Comment habiter le plus de mondes possibles

Une promenade sans prise de note ou enregistrement quelconque, pendant laquelle on me demande de raconter mon projet de recherche à travers un objet. C’est ainsi que commence l’atelier d’expérimentation en recherche- création de l’Université Libre de Bruxelles dans lequel je me retrouve au hasard d’une chaîne de mails.

Je le tiens dans ma main comme un talisman, ce petit pain au pavot ramené de Vienne deux jours plus tôt. Je parle, mes mots s’emmêlent, le doute m’envahit et j’ai l’impression que ma recherche mène à la perte plus qu’à la trouvaille.

C’est bien de perte qu’il s’agit, pour cette mémoire oubliée et ces traditions transformées. On finit par avoir affaire à des coutumes diluées comme du sucre dans l’eau du thé, dont la quantité est réduite petit à petit, réduite jusqu’à ce qu’il soit remplacé par un comprimé de saccharose prétendument meilleur pour la santé.

Je trouve le souvenir — nostalgique, réinventé — de ce goût sucré partout où je vais. Les traditions se ressemblent dans ce qu’elles ont de plus spécifiques. Ce sera le thème du fanzine que je dois présenter le lendemain pour l’exposition finale : comment ce petit pain tressé, dans mon esprit “repiqué sans les racines” comme le chante Rodrigo Amarante1, me rapproche de mes ancêtres, alors que je le transporte de Vienne à Paris, à Bruxelles, pour emporter son empreinte sur le photocopieur avec moi jusqu’à Berlin.

J’ai envie d’explorer les tréfonds de ces identités imagées, imaginées, imaginaires. À chaque génération s’opère une régénération.

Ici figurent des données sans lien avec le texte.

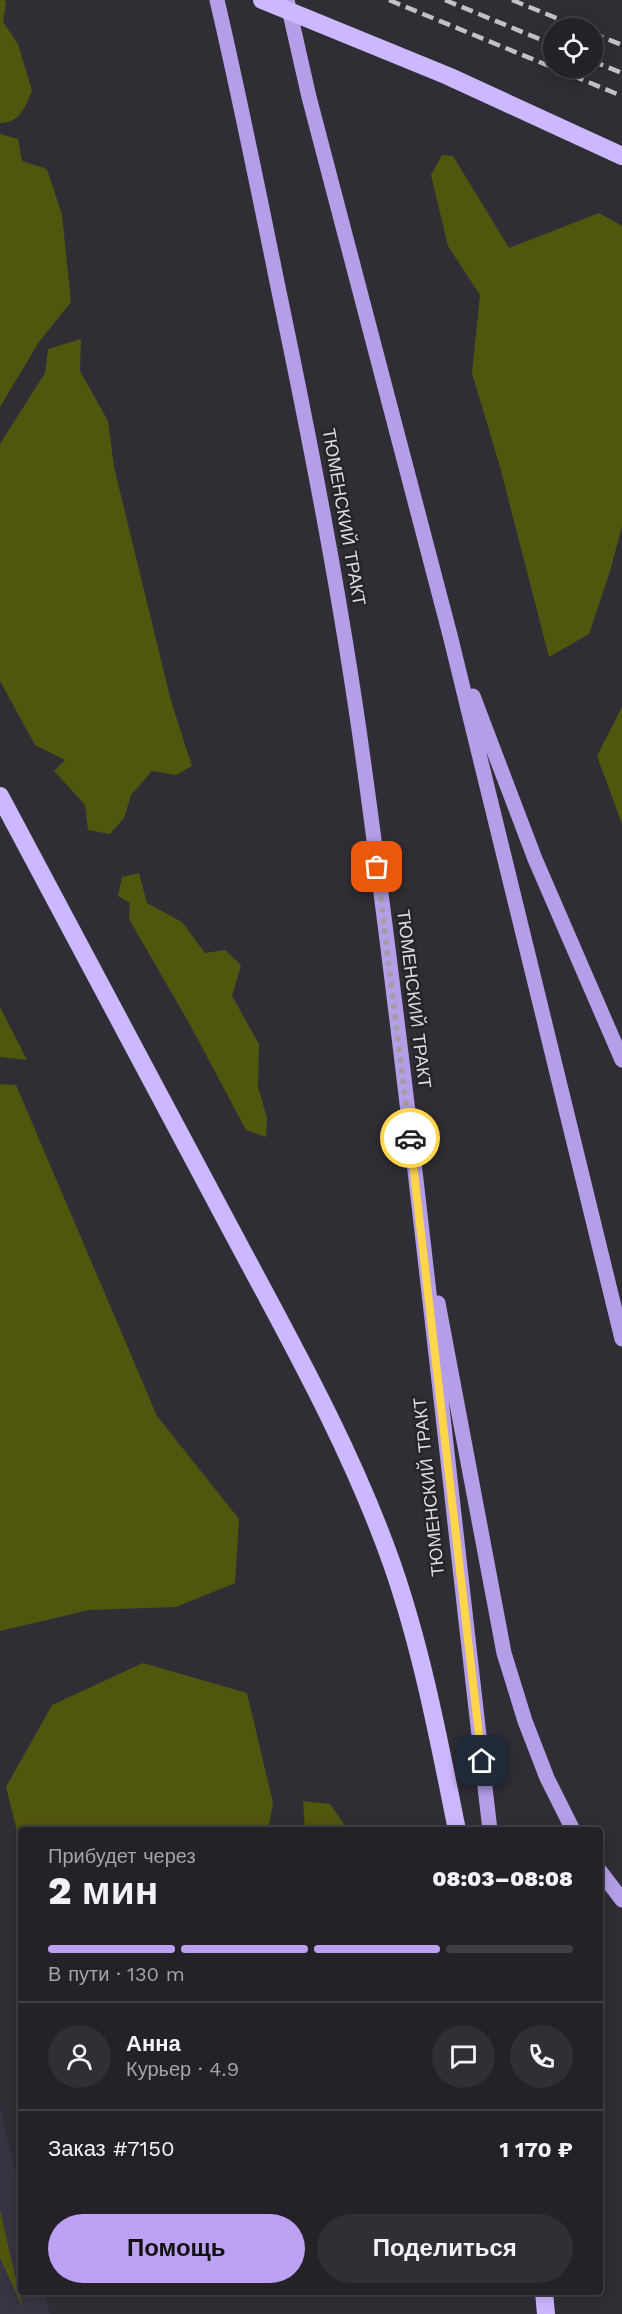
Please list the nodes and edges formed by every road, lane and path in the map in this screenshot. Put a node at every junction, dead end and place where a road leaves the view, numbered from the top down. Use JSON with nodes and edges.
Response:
{"nodes":[{"id":1,"x":217,"y":0,"type":"edge"},
{"id":2,"x":262,"y":0,"type":"edge"},
{"id":3,"x":287,"y":0,"type":"edge"},
{"id":4,"x":622,"y":156,"type":"edge"},
{"id":5,"x":450,"y":635,"type":"junction"},
{"id":6,"x":0,"y":796,"type":"edge"},
{"id":7,"x":622,"y":1060,"type":"edge"},
{"id":8,"x":415,"y":1179,"type":"junction"},
{"id":9,"x":622,"y":1338,"type":"edge"},
{"id":10,"x":456,"y":1827,"type":"edge"},
{"id":11,"x":490,"y":1827,"type":"edge"},
{"id":12,"x":572,"y":1827,"type":"edge"},
{"id":13,"x":603,"y":1875,"type":"edge"},
{"id":14,"x":622,"y":1900,"type":"edge"},
{"id":15,"x":544,"y":2295,"type":"edge"},
{"id":16,"x":546,"y":2314,"type":"edge"}],
"edges":[{"from":1,"to":8,"type":"main road","name":"ТЮМЕНСКИЙ ТРАКТ"},
{"from":2,"to":4,"type":"highway"},
{"from":3,"to":5,"type":"main road"},
{"from":5,"to":7,"type":"main road"},
{"from":5,"to":9,"type":"main road"},
{"from":6,"to":10,"type":"highway"},
{"from":8,"to":11,"type":"main road","name":"ТЮМЕНСКИЙ ТРАКТ"},
{"from":8,"to":12,"type":"main road"},
{"from":13,"to":14,"type":"main road"},
{"from":15,"to":16,"type":"highway"}]}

Benedict Anderson nous rappelle dans Imagined Communities que “l’essence d’une nation est que tous les individus aient beaucoup de choses en commun, et que tous aient oublié bien des choses” citation en français dans le texte puisque issue de “Qu’est-ce qu’une nation?” des Œuvres Complètes d’Ernest Renan2. Il évoque par là la volonté des membres d’une communauté de fermer les yeux sur les guerres, les massacres. L’oubli se transmet plus fidèlement et plus immanquablement que les souvenirs.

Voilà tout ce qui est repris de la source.